We're still waiting for large efficacy results to come out on monoclonal antibodies, which is a form of PrEP. If those are shown to be highly efficacious, then at least in high income countries, you're going to see that as the [prevention] strategy. They're trying to make them longer-acting, so you would only need an injection every three months or six months. I think that's where some of the funding is going to go, but I don't see that as a solution for low- or middle-income countries, because they'll be too expensive.
Envisioning an HIV Vaccine Rollout
As with all vaccines, we’d have a trial, a scale up, and a rollout. Before we have enough vaccine for everyone, it would be targeted to those at highest risk. As more vaccine becomes available, I would see it being incorporated into routine immunization, much like hepatitis B vaccines.
Children certainly won't be the first to receive these vaccines. They will be far down the line for a couple of reasons. We'll be looking for continued safety, we'll be looking for durability of efficacy, because that's going to partially drive when the first vaccination should occur. For instance, if the durability of efficacy is five years, vaccinating at birth doesn't really make sense.
As we first roll it out, I think the recommendation would be maybe 15 and older. The priority would be to get them vaccinated before becoming sexually active to maximize the benefit. I think young adults would be willing to be vaccinated. I think if you said, "you can prevent getting HIV by getting vaccinated," most people who perceive themselves at risk would get vaccinated.
There likely would not be an upper age limit early on because you could be infected with HIV at any age.
HIV Prevention for All
If there were an effective HIV vaccine, I think it would be taken up by most countries, with few exceptions.
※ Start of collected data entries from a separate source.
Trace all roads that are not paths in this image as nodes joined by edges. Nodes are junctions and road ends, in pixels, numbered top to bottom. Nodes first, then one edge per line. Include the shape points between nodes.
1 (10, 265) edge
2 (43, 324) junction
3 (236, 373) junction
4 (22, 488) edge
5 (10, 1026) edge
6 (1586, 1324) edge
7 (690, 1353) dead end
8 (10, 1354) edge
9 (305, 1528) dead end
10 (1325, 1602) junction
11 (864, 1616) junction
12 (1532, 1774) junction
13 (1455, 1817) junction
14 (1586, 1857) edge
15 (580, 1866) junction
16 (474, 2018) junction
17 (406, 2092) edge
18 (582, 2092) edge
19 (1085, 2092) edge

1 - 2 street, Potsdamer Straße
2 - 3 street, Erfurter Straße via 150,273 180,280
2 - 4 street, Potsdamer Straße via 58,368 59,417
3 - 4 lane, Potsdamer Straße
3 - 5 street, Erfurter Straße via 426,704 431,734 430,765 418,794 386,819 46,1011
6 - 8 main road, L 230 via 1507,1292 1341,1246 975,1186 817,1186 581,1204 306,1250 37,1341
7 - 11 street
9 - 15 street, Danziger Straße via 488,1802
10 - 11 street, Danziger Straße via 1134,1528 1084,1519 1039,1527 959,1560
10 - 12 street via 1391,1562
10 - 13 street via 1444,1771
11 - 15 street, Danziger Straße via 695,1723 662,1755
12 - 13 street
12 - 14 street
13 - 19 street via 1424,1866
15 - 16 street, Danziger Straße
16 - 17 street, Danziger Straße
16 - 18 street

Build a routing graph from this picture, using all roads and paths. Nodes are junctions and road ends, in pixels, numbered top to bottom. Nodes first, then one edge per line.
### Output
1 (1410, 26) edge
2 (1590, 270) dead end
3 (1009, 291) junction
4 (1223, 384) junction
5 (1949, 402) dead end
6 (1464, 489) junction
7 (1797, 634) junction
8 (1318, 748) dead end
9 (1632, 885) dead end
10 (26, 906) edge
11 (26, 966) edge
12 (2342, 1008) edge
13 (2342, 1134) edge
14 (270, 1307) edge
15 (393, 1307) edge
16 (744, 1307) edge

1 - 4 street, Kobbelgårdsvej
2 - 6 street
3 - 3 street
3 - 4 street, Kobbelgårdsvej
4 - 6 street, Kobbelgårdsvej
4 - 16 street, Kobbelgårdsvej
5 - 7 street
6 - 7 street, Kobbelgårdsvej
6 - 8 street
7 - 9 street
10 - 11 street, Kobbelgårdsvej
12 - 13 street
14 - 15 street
The goal would be getting such a vaccine to a point where low- and middle-income countries can afford it, and providing them access is going to be the biggest hurdle.
What I hope will be a benefit of the COVID pandemic, particularly in low- and middle-income countries, is greater capacity to manufacture vaccines. That would certainly reduce the cost of HIV vaccines for low- and middle-income countries. The Serum Institute of India is a great example. They make 75% of the doses of vaccines that are given globally. And if we had more manufacturers like that in Africa, in parts of Asia, in South America, that would increase the capacity to make vaccines and would lower the cost of vaccines for low- and middle-income countries. To do that, that technology would have to be transferred. Hopefully that will happen.
Morgan Coulson is an editorial specialist at the Johns Hopkins Bloomberg School of Public Health.